* _Available data_:
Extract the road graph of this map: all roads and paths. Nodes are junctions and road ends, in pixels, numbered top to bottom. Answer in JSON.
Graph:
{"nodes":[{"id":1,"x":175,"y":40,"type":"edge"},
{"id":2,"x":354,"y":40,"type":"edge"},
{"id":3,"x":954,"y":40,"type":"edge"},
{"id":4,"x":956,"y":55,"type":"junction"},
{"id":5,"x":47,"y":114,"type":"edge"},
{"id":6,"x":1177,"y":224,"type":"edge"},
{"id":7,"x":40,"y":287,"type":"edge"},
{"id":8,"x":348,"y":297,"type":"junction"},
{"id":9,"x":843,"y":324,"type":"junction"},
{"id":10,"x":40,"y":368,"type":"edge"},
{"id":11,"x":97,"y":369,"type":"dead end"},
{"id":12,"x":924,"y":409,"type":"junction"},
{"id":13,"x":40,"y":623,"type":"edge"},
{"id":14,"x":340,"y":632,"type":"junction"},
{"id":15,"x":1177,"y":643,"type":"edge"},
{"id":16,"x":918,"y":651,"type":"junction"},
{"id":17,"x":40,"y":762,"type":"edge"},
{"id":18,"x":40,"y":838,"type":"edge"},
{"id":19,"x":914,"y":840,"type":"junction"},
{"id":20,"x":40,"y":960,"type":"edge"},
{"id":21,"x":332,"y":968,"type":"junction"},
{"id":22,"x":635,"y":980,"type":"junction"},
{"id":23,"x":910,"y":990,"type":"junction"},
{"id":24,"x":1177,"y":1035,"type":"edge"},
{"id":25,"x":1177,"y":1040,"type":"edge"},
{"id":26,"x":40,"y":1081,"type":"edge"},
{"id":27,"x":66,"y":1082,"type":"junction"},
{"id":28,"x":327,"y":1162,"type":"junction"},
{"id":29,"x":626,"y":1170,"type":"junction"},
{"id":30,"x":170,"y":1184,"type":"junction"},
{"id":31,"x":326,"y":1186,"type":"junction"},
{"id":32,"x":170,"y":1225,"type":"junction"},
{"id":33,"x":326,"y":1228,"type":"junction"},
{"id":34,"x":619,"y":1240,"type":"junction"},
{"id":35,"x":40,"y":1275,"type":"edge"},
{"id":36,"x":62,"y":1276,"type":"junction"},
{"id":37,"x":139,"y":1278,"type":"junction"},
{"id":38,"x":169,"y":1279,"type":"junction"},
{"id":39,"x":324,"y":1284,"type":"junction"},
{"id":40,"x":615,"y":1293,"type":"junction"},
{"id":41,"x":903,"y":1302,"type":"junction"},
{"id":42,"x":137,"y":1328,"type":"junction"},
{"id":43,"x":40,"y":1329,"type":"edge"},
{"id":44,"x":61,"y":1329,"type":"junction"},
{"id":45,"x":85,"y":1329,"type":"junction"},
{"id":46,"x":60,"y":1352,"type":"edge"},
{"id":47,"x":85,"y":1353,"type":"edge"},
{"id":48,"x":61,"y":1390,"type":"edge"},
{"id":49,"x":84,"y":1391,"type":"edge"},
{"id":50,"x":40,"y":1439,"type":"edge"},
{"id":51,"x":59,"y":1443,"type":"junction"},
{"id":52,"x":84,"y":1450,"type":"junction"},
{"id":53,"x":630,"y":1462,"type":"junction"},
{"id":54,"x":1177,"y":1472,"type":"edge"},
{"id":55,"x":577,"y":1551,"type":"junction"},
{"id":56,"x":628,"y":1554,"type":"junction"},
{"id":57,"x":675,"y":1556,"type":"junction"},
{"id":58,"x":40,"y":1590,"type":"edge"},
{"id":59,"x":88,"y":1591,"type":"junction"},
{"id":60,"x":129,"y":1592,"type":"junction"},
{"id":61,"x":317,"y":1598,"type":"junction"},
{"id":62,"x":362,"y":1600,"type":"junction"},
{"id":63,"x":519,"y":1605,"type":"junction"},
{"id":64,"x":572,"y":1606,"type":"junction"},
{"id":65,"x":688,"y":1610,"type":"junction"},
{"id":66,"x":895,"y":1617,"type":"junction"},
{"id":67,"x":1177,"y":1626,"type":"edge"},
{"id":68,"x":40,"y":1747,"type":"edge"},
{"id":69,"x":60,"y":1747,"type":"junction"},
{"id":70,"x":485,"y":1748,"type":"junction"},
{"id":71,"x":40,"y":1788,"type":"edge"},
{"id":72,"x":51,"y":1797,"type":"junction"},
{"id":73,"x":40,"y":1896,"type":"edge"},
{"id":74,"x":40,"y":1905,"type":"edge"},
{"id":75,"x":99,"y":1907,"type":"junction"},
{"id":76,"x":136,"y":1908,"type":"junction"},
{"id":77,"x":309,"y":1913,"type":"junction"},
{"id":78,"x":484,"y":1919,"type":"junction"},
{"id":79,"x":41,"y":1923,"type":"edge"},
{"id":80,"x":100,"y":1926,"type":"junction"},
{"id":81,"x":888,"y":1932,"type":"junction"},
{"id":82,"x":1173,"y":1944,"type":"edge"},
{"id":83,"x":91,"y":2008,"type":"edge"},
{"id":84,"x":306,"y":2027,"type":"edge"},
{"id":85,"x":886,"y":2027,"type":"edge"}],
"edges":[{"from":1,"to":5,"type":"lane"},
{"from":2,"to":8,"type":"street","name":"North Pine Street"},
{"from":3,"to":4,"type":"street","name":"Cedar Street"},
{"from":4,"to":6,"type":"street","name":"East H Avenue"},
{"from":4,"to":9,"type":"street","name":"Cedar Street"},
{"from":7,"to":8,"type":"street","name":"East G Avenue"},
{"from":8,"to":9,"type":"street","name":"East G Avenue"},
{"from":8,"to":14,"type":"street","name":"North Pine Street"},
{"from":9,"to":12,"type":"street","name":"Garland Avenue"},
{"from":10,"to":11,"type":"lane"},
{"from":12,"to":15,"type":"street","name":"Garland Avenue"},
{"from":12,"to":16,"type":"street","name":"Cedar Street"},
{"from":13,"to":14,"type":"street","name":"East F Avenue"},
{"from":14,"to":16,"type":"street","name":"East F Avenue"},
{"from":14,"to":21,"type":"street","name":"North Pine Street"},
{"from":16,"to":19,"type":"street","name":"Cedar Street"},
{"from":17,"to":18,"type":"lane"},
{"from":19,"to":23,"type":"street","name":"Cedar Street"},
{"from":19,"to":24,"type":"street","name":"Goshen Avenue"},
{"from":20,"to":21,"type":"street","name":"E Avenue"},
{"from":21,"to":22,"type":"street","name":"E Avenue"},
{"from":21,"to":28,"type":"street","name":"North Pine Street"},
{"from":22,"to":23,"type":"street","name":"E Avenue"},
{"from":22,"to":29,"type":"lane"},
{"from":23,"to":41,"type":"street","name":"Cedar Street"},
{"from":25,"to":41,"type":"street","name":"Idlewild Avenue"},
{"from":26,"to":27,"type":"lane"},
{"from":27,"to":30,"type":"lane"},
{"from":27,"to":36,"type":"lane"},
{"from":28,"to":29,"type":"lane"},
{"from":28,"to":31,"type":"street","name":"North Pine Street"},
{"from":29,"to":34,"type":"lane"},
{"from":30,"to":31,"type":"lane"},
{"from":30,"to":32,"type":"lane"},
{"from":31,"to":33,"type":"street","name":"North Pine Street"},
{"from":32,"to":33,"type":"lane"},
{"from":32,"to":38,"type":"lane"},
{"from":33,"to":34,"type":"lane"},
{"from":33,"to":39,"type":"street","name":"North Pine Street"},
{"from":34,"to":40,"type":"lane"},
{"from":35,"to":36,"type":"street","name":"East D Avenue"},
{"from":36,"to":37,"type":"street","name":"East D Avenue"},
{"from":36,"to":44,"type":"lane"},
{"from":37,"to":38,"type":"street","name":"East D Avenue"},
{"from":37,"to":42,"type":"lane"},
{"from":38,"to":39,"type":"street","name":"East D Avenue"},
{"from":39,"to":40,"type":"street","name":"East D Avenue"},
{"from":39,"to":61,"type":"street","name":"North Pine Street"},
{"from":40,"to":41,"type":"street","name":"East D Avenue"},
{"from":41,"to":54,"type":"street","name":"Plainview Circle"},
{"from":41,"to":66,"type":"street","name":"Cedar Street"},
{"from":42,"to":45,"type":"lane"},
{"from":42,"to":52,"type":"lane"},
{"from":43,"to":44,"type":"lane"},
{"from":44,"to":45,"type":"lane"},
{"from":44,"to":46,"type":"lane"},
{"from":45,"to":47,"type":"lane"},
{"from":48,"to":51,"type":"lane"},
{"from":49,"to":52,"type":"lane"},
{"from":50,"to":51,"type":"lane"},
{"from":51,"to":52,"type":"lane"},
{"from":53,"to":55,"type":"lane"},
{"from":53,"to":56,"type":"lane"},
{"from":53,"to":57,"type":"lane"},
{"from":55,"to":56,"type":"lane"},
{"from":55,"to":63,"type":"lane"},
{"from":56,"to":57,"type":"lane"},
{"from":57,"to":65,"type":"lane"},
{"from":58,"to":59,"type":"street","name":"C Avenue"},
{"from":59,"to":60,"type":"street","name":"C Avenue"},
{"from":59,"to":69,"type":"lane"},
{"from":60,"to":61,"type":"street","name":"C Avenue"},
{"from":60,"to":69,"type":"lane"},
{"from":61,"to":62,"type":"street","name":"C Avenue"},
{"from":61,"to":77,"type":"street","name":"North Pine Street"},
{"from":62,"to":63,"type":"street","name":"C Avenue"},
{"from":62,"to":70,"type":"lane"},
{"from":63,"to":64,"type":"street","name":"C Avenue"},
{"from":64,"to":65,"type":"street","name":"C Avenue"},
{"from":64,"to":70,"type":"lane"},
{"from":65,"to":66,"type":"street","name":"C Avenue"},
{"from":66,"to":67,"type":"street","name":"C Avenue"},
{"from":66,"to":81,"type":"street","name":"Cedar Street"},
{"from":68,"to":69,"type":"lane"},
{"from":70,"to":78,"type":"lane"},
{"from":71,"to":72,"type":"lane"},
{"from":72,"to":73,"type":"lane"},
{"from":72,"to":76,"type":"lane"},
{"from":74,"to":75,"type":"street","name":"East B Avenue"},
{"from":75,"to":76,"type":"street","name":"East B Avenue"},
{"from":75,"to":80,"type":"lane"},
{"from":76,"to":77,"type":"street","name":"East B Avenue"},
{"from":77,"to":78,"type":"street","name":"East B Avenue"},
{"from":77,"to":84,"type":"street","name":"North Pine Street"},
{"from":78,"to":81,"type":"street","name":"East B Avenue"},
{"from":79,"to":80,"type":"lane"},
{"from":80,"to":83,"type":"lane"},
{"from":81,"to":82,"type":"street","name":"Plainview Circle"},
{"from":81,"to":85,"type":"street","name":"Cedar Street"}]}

* _Requirement_: Pull out every line holding "Plainview" from the records above, and copy it.

* _Your solution_:
{"from":41,"to":54,"type":"street","name":"Plainview Circle"},
{"from":81,"to":82,"type":"street","name":"Plainview Circle"},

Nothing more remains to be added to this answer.